EXPLORATION 62

image

Old-Fashioned Arrays

Throughout this book, I’ve used std::vector for arrays. Exploration 53 touched on std::array and introduced other containers, such as std::deque. Hidden in the implementation of these types is an old-fashioned, crude, and unsafe style of array. This Exploration takes a look at this relic from C, not because I want you ever to use it, but because you may have to read code that uses this language construct, and it will help you to understand how the standard library can implement vector, array, and similar types. You may be surprised to learn that C-style arrays have much in common with pointers.

C-Style Arrays

C++ inherits from C a primitive form of array. Although an application should never have to use C-style arrays, library authors sometimes have to use them. For example, a typical implementation of std::vector makes use of C-style arrays.

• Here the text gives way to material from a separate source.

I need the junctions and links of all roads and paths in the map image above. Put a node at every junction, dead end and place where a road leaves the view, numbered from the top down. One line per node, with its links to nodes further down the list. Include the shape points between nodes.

The following shows how you define a C-style array object by specifying the array size in square brackets after the declarator name:

int data[10];

The array size must be a compile-time constant integer expression. The size must be strictly positive; zero-length arrays are not allowed. The compiler sets aside a single chunk of memory that is large enough to store the entire array. After the array definition, your code can use the array name as an address, not as a pointer. The elements of the array are lvalues, so, for instance, you can assign to data[0] but not to data itself.

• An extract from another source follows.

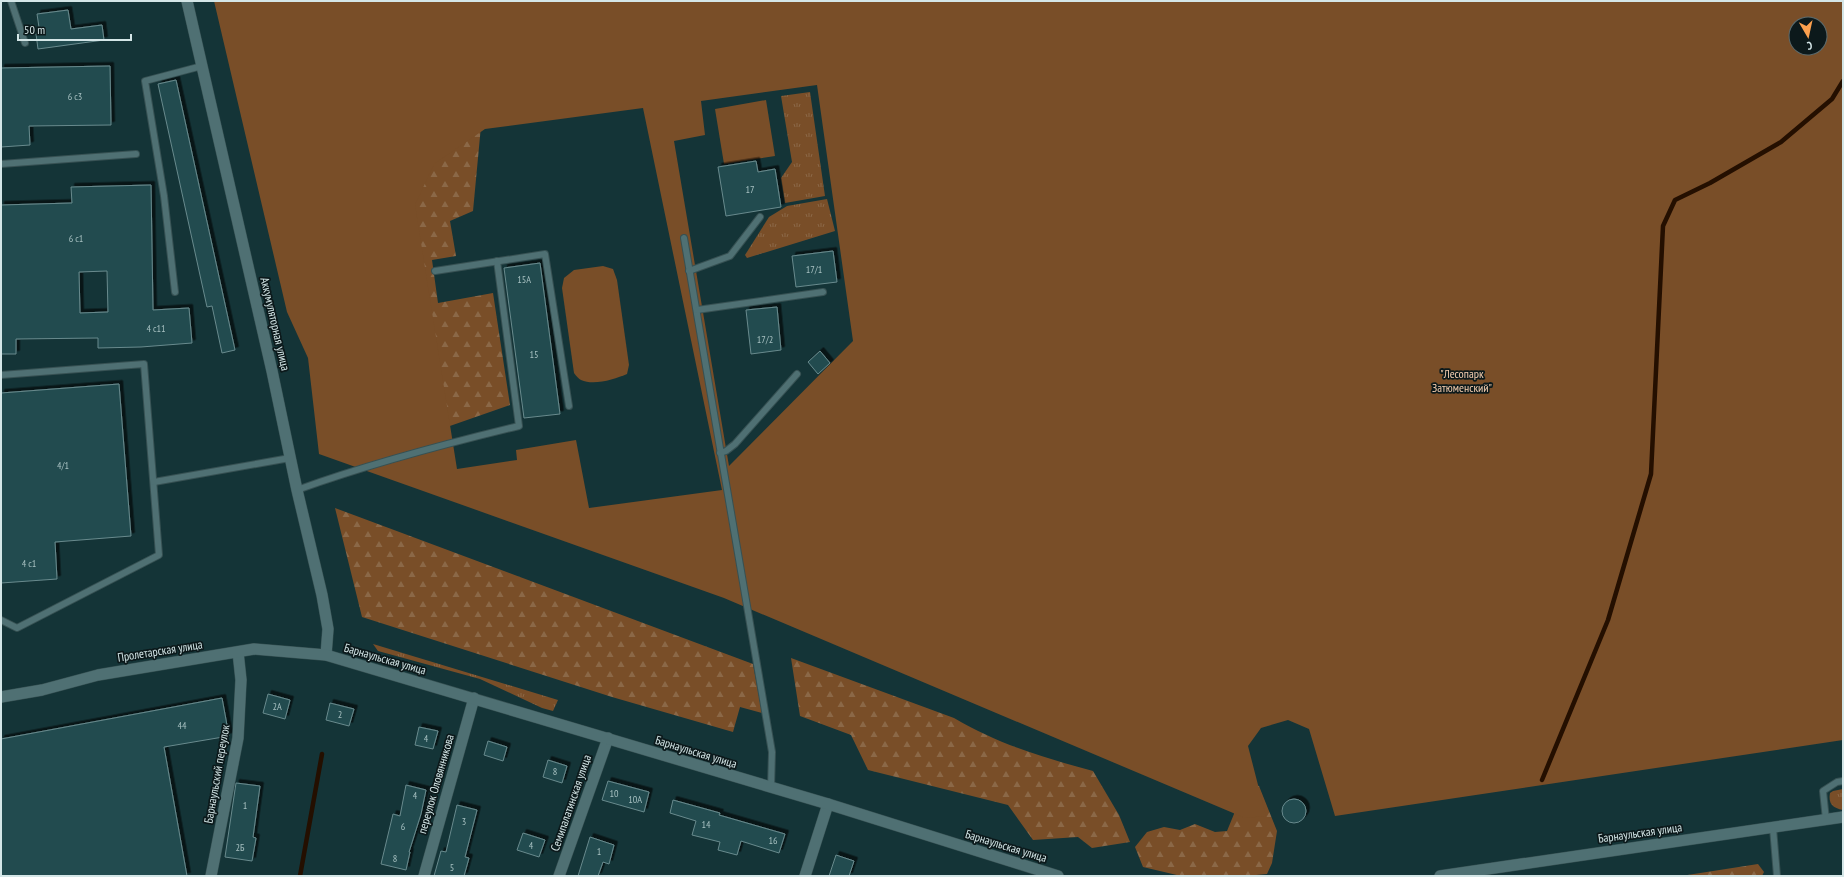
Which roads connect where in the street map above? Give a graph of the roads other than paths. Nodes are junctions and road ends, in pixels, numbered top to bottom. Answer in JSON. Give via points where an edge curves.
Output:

Use square brackets to refer to elements of the array. The array index must be an integer. If the index is out of bounds, the results are undefined. Now you can see why std::vector implements the square bracket operator the way it does—namely, in imitation of C-style arrays.

int data[10];
std::vector<int> safer_data{10};
data[0] = 42;           // okay
safer_data[0] = 42;     // okay: just like a C-style array
safer_data.at(0) = 42;  // okay: safer way to access vector elements
data[10] = -1;          // error: undefined behavior
safer_data[10] = -1;    // error: also undefined behavior
safer_data.at(10) = -1; // okay: throws an exception

To initialize an array, use curly braces, just like universal initialization.

int data[10] { 1, 2, 3, 4, 5, 6, 7, 8, 9, 10 };
point corners[2] { point{0, 1}, point{10, 20} };

When you provide initial values, you can omit the array size. The compiler uses the number of initializers as the array size.

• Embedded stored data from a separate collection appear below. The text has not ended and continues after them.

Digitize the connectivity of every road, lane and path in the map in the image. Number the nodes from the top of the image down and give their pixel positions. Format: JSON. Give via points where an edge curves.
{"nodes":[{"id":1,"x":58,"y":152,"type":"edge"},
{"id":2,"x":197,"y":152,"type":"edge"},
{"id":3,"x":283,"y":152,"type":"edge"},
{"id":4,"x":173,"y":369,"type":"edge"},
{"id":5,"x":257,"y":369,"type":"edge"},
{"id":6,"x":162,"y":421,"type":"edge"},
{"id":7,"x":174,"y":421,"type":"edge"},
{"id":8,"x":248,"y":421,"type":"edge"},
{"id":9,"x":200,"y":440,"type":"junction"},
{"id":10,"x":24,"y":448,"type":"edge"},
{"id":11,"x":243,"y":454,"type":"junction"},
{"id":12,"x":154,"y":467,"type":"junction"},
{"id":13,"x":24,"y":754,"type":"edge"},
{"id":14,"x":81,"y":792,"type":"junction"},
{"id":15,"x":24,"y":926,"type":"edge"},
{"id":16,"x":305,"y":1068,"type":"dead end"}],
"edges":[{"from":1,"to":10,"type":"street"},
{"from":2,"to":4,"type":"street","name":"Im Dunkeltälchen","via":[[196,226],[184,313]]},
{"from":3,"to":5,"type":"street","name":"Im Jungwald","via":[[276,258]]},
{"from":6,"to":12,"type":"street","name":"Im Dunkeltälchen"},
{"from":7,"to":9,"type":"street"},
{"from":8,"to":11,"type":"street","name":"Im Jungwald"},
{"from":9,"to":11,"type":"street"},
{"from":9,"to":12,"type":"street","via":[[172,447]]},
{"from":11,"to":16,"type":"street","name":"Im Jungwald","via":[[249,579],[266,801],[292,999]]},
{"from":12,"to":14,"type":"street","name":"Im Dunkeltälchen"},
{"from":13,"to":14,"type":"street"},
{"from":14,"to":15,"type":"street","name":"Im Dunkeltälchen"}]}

int data[] { 1, 2, 3, 4, 5 }; // just like data[5]

If you provide an array size, you can omit trailing elements, in which case the compiler zero-initializes the remaining elements, but only if the declarator has an initializer. With no initializer, the array elements are default-initialized, that is, builtin types are uninitialized.

int values[5]{ 3, 2, 1 }; // like { 3, 2, 1, 0, 0 }
int data[10]{ };          // initialize entire array to zero

Array Limitations

One of the key limitations to a C-style array is that the array doesn’t know its own size. The compiler knows the size when it compiles the array definition, but the size is not stored with the array itself, so most uses of the array are not aware of the array size.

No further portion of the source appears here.